Un informe reciente de la Universidad de las Naciones Unidas advierte que la infraestructura que impulsa la IA podría ejercer una presión cada vez mayor sobre recursos naturales clave durante los próximos años. Por otro lado, Amazon asegura haber reducido significativamente el agua utilizada por sus centros de datos y afirma que su consumo se encuentra por debajo del promedio de la industria.
La huella ambiental de la inteligencia artificial
Según el informe publicado por el Instituto de Agua, Medio Ambiente y Salud de la Universidad de las Naciones Unidas, la expansión de la inteligencia artificial no debe evaluarse únicamente por sus emisiones de carbono.
Los investigadores sostienen que cada unidad de electricidad utilizada para entrenar y operar sistemas de IA también genera una huella hídrica y una huella territorial, asociadas tanto a la generación de energía como a la infraestructura necesaria para sostenerla.
El estudio calcula que, para 2030, los centros de datos podrían llegar a consumir enormes cantidades de electricidad, suficientes para alcanzar hasta 945 teravatios-hora. Además, toda esa demanda energética también tendría un fuerte impacto en el agua: el consumo relacionado podría rondar los 9,3 billones de litros.
De acuerdo con el informe disponible en la Universidad de las Naciones Unidas, esa cantidad equivaldría a las necesidades básicas anuales de agua potable de más de 1.300 millones de personas.
El uso diario de la inteligencia artificial concentra gran parte del consumo
Uno de los hallazgos del estudio apunta al proceso conocido como inferencia, es decir, la ejecución continua de modelos de inteligencia artificial para responder consultas de los usuarios.
Los investigadores calculan que esta actividad representa entre el 80% y el 90% del consumo energético total de la IA.
Asimismo, el informe señala que generar imágenes y videos mediante herramientas de IA requiere considerablemente más recursos que tareas básicas de procesamiento de texto.
Según los autores, las mejoras en eficiencia tecnológica podrían verse neutralizadas por el crecimiento acelerado de la demanda, un fenómeno conocido como efecto rebote.
Amazon destaca mejoras en eficiencia hídrica
Días después de la publicación del informe, Amazon difundió información sobre el desempeño hídrico de su red global de centros de datos.

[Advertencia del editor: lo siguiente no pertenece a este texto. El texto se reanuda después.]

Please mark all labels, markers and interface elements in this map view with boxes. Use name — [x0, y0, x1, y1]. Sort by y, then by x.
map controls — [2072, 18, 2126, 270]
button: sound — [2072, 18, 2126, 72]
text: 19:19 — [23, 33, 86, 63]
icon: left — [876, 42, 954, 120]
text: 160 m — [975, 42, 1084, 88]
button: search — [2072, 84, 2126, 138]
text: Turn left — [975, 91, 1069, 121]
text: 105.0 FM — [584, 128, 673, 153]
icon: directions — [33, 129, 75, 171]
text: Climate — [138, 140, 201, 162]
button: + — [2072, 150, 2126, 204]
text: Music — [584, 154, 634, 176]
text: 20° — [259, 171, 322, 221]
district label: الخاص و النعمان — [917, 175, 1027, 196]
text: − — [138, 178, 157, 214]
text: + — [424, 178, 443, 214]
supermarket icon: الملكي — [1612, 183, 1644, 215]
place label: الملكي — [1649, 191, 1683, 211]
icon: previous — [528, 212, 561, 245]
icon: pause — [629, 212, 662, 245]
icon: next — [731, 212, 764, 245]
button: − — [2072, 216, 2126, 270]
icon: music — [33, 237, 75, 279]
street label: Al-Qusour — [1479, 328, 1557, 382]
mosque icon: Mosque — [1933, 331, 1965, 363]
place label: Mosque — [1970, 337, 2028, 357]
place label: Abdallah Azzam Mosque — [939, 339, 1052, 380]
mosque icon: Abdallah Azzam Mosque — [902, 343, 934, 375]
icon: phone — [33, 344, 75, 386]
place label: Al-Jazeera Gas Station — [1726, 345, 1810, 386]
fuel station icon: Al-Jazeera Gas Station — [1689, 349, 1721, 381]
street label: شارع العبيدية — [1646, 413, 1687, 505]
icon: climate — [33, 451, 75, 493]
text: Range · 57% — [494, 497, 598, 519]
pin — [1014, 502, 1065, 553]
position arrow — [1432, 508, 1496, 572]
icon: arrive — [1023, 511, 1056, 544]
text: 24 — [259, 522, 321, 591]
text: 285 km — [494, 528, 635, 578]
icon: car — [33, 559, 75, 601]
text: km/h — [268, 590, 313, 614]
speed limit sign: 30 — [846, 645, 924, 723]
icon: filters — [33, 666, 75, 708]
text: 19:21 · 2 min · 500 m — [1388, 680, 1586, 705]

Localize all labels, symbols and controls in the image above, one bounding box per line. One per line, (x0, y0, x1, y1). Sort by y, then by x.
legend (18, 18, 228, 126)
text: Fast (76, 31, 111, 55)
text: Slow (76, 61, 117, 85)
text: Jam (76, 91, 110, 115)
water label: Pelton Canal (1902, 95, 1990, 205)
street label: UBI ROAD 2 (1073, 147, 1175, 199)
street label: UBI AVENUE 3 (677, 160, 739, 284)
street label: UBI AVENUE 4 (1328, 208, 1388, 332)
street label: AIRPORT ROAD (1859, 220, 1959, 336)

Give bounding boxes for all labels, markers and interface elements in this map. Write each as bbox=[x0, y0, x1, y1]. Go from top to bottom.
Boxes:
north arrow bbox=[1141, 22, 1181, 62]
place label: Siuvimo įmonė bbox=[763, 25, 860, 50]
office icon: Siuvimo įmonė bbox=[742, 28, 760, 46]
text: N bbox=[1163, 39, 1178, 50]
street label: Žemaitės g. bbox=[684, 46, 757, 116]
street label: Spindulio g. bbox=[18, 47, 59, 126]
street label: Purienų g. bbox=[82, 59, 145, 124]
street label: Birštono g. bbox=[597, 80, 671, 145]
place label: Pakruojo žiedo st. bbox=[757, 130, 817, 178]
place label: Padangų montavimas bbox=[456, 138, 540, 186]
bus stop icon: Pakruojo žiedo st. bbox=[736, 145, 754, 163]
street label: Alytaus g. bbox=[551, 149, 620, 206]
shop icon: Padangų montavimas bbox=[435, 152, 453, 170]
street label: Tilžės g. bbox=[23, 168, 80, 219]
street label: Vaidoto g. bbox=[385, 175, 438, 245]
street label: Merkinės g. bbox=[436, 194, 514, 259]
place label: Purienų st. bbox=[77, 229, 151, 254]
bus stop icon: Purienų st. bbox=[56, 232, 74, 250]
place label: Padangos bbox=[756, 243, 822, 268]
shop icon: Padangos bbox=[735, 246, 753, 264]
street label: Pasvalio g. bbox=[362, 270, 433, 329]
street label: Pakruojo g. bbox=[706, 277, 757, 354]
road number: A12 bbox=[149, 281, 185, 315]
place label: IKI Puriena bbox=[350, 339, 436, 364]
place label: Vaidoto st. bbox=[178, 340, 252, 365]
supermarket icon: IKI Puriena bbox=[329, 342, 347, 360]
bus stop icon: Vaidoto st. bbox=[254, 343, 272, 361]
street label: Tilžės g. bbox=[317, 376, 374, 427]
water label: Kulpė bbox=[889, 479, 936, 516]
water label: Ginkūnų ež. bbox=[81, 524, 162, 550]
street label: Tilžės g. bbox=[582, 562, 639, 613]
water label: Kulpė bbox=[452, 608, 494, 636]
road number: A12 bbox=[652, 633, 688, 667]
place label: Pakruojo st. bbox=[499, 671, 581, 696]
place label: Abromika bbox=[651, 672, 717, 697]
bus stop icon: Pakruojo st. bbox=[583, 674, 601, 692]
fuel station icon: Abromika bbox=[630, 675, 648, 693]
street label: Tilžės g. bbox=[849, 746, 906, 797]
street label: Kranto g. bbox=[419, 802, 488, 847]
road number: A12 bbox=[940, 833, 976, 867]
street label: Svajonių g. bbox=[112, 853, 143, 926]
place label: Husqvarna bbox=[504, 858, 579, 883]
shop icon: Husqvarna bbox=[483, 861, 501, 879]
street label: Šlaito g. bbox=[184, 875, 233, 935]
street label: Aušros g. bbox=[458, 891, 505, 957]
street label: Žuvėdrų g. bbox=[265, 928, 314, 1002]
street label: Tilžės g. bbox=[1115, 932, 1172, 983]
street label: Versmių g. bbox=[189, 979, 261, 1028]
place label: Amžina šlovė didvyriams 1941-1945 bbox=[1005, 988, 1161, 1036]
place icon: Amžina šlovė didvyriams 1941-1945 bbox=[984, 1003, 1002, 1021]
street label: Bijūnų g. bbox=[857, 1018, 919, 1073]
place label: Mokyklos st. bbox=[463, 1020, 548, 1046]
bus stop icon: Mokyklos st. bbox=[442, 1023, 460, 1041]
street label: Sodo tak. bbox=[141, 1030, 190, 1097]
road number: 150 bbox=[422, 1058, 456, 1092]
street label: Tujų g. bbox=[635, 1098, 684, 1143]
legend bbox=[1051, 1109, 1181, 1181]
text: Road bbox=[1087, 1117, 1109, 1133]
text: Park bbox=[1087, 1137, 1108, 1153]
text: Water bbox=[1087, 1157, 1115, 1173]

La compañía afirma que durante 2025 utilizó 0,12 litros de agua por kilovatio-hora de procesamiento, frente a un promedio industrial de 0,84 litros por kilovatio-hora.
Según datos publicados por la empresa en su portal oficial de sostenibilidad de Amazon Web Services, sus centros de datos serían más de siete veces más eficientes en el uso del agua que el promedio del sector.
La empresa atribuye esos resultados a nuevas tecnologías de refrigeración, sistemas de monitoreo y servidores diseñados para operar a temperaturas más elevadas.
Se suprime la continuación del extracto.